'Quantized model matches FP16 within 1% perplexity' is the standard claim. Perplexity is a smooth average; it hides task-specific regressions that matter in production. Real quantization evaluation is task-specific, statistical, and worth the time.
Perplexity is a starting point
Average per-token log-likelihood. Smooth, easy to compute, comparable across models. But: a model can have similar perplexity and very different behavior on long-context reasoning, code, math. Perplexity is necessary, not sufficient.
Task-specific benchmarks
Code: HumanEval, MBPP. Math: GSM8K, MATH. Reasoning: MMLU, BBH. Long-context: RULER, LongBench.

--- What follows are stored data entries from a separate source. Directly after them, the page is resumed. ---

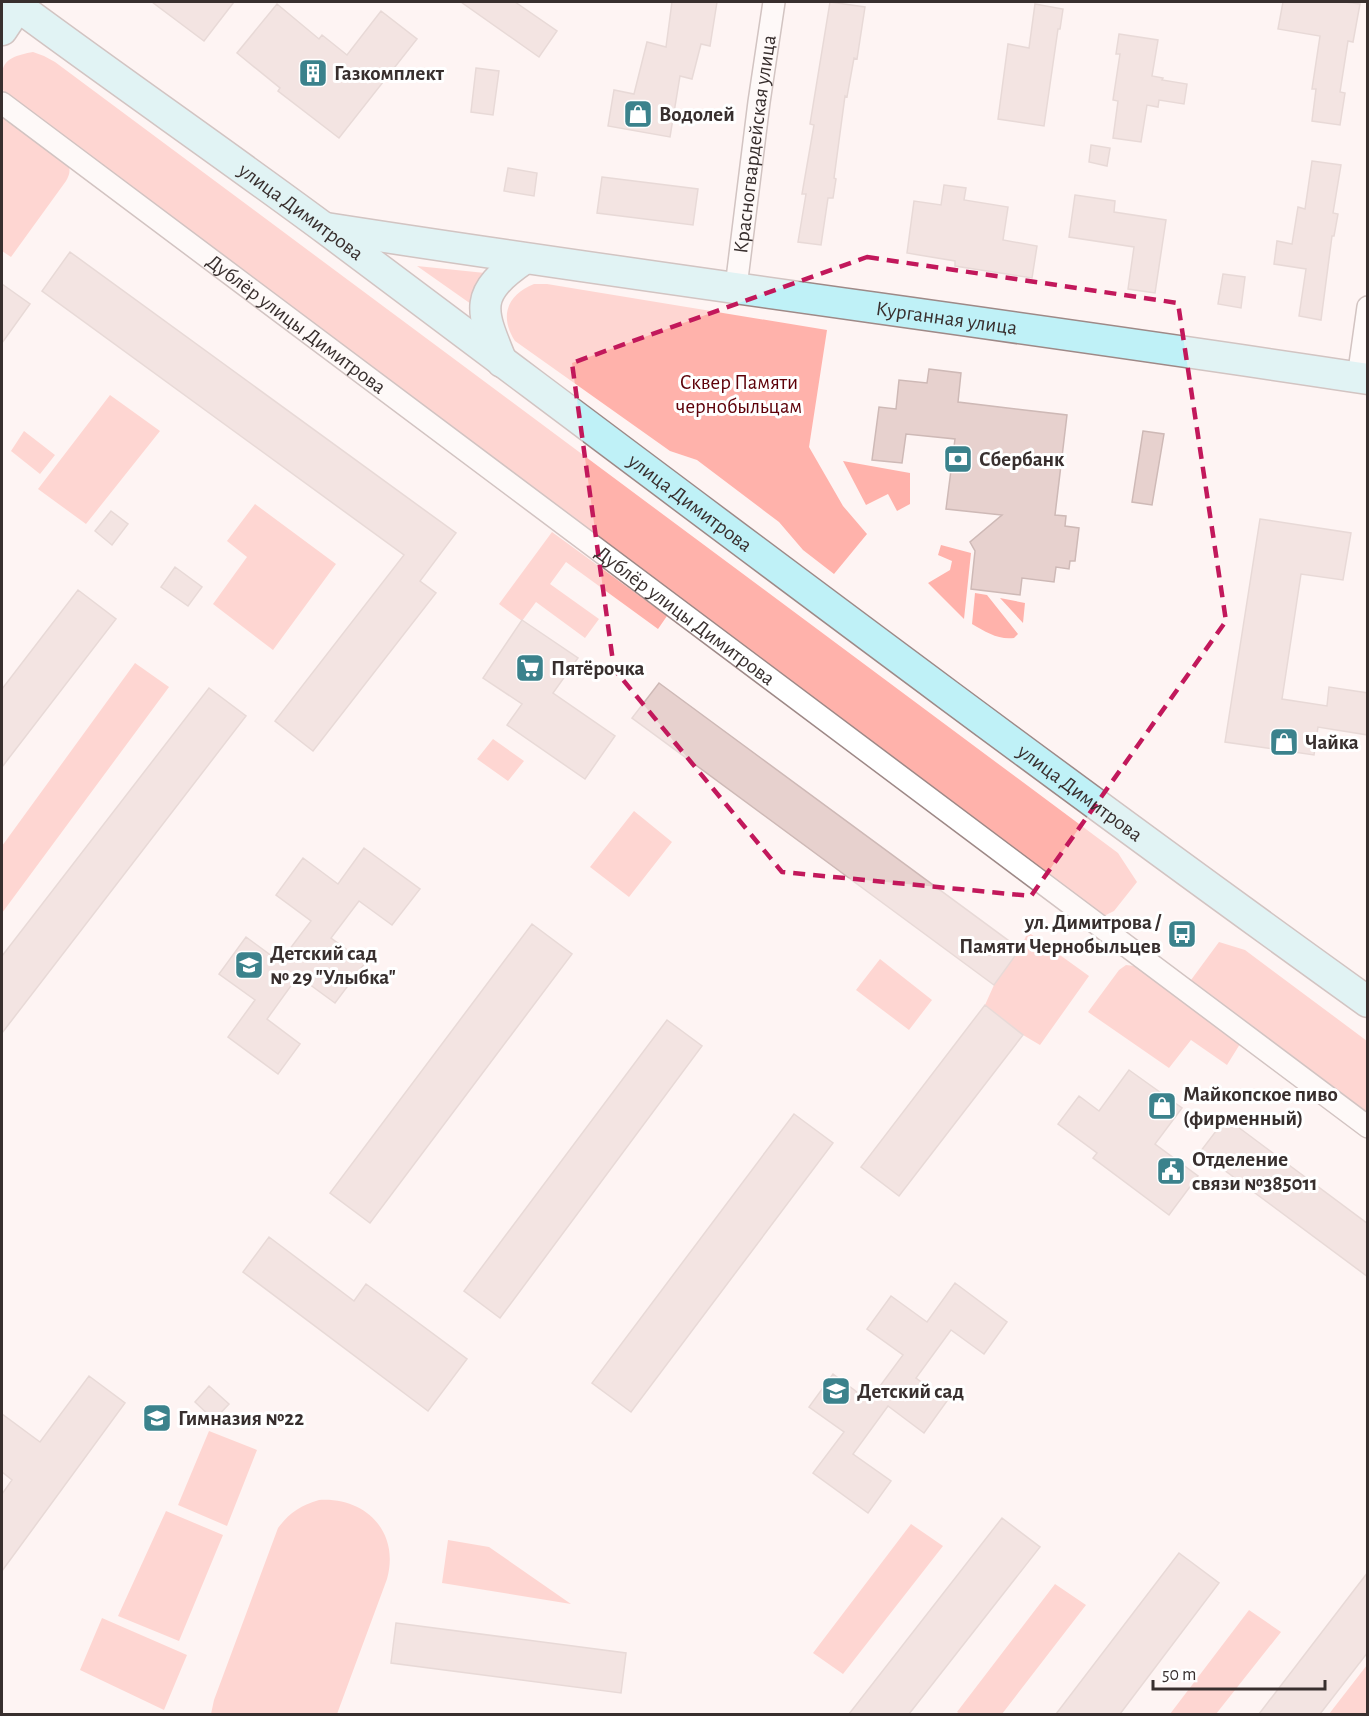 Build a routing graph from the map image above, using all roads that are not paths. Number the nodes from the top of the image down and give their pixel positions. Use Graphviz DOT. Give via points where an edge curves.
graph roads {
  1 [pos="774,2"];
  2 [pos="15,4"];
  3 [pos="2,30"];
  4 [pos="2,103"];
  5 [pos="324,228"];
  6 [pos="524,259"];
  7 [pos="736,288"];
  8 [pos="1368,307"];
  9 [pos="502,362"];
  10 [pos="1363,378"];
  11 [pos="1368,1002"];
  12 [pos="1368,1127"];
  1 -- 7 [label="street, Красногвардейская улица"];
  2 -- 3 [label="main road"];
  2 -- 5 [label="main road, улица Димитрова"];
  4 -- 12 [label="street, Дублёр улицы Димитрова"];
  5 -- 6 [label="main road, Курганная улица"];
  5 -- 9 [label="main road, улица Димитрова"];
  6 -- 7 [label="main road, Курганная улица"];
  6 -- 9 [label="main road" via="496,281 486,299 489,333"];
  7 -- 10 [label="main road, Курганная улица"];
  8 -- 10 [label="street"];
  9 -- 11 [label="main road, улица Димитрова"];
}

Run a representative subset; quantization can cost more on some tasks than others (long-context and reasoning typically suffer most).
Production traffic replay
Real winning approach for production: capture 1000 production prompts (with PII scrubbing). Run through FP16 and quantized; compare outputs. Difference rate, length difference, sentiment difference. Catches domain-specific quality drops that benchmarks miss.
Statistical significance
'Quantized model is 0.5% worse' — over how many samples? With confidence interval? Most quantization comparisons report point estimates without intervals. Get N>500 per metric, compute confidence intervals. Many 'regressions' are noise.
Deployment regression catching
Even after passing benchmarks, monitor production: user feedback rate, regeneration rate, downstream task success. Quantization can degrade specific user segments more than aggregate. Set up dashboards before quantization rollout, not after.